Led by a neighbour, the local residents organised themselves by cutting down trees for firewood, starting with the dead ones.

‘There are no trees left in Mariupol – they were all cut down for people to cook food,’ said Mr Gilkeson.

‘But there is no water, no food, no gas. We had to go to the river to get water to flush the toilet. Drinking water was very difficult to find. You had to boil water on fires.

‘When people could not get food and water, they were breaking into all the shops.’

He praised the ‘incredible’ spirit of the people, although he admitted their feeling of isolation was intense after losing contact beyond the besieged city. ‘In the modern world without any connectivity you feel completely lost,’ he said.

Eventually, assisted by a local woman who spoke English, they found a spot with an occasional phone signal and Iryna managed to get a message to their families via a friend in Kyiv that they were alive. ‘Everyone was just amazing,’ he said.
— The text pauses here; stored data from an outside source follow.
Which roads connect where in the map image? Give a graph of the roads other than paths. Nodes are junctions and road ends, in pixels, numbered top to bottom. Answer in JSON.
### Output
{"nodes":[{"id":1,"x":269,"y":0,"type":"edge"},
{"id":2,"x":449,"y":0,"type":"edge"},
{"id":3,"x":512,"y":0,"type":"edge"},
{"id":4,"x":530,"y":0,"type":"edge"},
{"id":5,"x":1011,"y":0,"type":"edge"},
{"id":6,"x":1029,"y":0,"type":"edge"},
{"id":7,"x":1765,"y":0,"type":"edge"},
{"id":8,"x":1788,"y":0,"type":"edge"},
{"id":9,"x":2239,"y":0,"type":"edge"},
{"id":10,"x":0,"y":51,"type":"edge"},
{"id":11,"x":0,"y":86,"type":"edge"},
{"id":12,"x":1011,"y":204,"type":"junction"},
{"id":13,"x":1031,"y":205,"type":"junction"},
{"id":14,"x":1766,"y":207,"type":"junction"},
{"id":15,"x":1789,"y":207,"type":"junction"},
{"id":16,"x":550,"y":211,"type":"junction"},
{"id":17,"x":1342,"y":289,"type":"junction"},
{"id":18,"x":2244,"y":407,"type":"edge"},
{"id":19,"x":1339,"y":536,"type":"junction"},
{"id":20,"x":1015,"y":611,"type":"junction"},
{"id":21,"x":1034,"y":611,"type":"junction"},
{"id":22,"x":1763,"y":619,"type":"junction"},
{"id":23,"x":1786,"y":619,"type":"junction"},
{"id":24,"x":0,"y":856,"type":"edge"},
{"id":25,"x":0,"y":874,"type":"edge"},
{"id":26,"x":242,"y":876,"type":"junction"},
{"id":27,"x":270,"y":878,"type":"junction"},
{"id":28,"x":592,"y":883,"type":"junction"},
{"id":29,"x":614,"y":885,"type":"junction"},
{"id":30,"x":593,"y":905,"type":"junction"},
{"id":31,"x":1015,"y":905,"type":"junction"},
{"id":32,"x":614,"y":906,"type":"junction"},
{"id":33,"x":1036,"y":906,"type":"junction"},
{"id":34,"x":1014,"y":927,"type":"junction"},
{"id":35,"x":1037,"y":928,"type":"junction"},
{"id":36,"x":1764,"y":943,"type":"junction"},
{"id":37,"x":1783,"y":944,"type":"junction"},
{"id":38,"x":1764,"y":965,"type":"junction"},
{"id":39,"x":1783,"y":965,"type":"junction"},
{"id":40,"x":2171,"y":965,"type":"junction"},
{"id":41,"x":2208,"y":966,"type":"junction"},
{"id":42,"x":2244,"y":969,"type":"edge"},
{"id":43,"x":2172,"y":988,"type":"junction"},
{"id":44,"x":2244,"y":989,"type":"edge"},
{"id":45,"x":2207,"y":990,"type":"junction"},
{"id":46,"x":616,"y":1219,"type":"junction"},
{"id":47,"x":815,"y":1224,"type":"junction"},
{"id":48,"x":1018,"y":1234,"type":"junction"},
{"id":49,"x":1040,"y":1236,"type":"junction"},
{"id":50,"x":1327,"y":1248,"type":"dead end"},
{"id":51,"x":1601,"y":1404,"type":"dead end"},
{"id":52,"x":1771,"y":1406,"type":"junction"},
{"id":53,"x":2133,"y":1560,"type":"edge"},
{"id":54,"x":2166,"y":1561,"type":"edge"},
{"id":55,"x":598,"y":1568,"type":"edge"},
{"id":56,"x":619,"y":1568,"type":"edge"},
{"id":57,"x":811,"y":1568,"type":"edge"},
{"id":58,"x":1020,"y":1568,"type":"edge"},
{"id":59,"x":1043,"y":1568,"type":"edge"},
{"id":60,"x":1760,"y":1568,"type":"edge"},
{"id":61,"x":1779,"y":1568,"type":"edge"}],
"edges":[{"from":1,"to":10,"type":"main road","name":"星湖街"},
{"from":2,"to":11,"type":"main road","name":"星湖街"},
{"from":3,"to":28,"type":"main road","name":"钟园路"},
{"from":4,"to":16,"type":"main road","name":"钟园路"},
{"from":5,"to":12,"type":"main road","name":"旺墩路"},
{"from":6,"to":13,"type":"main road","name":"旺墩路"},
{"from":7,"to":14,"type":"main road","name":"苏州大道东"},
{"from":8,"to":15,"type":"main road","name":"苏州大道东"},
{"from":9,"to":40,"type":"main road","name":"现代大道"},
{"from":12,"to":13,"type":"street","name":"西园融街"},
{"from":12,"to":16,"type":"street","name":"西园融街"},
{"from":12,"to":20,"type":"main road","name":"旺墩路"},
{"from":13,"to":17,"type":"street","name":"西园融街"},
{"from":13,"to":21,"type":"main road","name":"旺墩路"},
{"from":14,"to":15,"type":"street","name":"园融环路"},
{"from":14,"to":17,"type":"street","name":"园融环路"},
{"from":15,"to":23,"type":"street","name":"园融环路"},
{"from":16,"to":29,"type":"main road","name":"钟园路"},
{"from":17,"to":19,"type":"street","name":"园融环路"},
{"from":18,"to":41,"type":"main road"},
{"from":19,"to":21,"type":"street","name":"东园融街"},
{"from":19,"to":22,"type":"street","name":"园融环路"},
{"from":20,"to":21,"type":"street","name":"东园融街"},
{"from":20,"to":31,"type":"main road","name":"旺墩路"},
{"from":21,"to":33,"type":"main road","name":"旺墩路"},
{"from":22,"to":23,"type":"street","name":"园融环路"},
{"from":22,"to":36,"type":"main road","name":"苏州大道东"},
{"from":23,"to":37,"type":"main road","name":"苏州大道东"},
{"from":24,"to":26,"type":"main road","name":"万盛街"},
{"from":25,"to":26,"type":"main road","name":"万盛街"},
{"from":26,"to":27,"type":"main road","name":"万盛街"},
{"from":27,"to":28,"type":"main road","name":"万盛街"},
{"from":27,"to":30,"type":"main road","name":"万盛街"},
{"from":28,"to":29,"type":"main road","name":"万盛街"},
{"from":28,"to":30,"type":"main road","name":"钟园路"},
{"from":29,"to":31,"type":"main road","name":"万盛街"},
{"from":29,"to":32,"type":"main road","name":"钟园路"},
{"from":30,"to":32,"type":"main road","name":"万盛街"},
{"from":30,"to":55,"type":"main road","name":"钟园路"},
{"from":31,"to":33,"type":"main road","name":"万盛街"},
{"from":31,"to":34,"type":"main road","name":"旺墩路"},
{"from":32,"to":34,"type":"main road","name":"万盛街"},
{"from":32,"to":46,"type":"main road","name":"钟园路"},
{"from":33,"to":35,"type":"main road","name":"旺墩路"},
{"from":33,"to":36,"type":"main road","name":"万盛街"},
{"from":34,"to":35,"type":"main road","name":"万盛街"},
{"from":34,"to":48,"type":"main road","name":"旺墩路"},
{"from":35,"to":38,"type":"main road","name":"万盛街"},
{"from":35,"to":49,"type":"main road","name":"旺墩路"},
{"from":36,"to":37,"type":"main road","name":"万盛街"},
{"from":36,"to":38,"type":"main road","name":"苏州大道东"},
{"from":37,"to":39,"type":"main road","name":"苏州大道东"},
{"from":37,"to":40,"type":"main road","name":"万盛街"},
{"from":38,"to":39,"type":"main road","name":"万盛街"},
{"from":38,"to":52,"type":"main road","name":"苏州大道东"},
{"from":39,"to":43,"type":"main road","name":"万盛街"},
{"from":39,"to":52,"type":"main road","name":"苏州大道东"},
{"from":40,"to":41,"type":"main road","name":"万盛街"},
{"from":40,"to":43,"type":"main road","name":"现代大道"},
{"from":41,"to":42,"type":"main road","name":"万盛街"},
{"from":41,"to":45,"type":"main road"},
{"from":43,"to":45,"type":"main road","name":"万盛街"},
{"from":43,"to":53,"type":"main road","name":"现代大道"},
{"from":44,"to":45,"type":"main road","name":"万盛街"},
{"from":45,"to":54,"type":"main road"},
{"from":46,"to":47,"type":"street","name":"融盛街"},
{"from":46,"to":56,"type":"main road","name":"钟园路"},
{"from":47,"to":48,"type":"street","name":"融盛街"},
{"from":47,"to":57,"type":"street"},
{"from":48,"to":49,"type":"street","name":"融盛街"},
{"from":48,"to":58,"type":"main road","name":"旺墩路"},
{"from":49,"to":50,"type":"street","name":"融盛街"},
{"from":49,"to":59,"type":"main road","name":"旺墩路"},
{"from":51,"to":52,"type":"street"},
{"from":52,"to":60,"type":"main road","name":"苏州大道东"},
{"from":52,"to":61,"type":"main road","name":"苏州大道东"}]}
Mr Gilkeson, who plans to write a book on his experiences and analysis of the war’s causes, said rumours of possible humanitarian corridors and ceasefires left them on an emotional rollercoaster.

He was also critical of the Azov battalion, a former militia that is now part of the Ukrainian army: ‘Some of them were drunk. People on our block had Azov shooting at anything, using local people as human shields.’

But he said soldiers and citizens on both sides assisted their escape through an area seized by Russian forces.

The couple spent a night in a school, then two more in a cinema in the so-called Donetsk People’s Republic before they crossed into Russia.

‘I must admit there were one or two raised eyebrows when I went into Russia,’ Mr Gilkeson said. ‘They were thinking why is the crazy Englishman trying to get into Russia, because everybody was going West.

‘But I used my gut instinct. I know ordinary Russians, I’m married to one, so I went the other way – and so far it has worked.’

After arriving in Russia, the couple – wearing the same clothes that had been on their bodies for 24 days and nights – discovered problems changing their money in the sanction-hit country, but managed to find sufficient funds to reach St Petersburg.

‘We went into a cafe. Obviously we were filthy. This guy came up and said “are you from Mariupol?”.

We said yes. He gave us about 1,000 roubles and said he was so sorry Mariupol had gone. As soon as he said that, it hit Iryna hard and she broke down,’ Mr Gilkeson said.

His wife’s sister remains in the city, although the couple have been unable to make contact with her.

‘There were fantastic people in Mariupol and it was a fantastic city,’ he says. ‘But now it has all been destroyed.’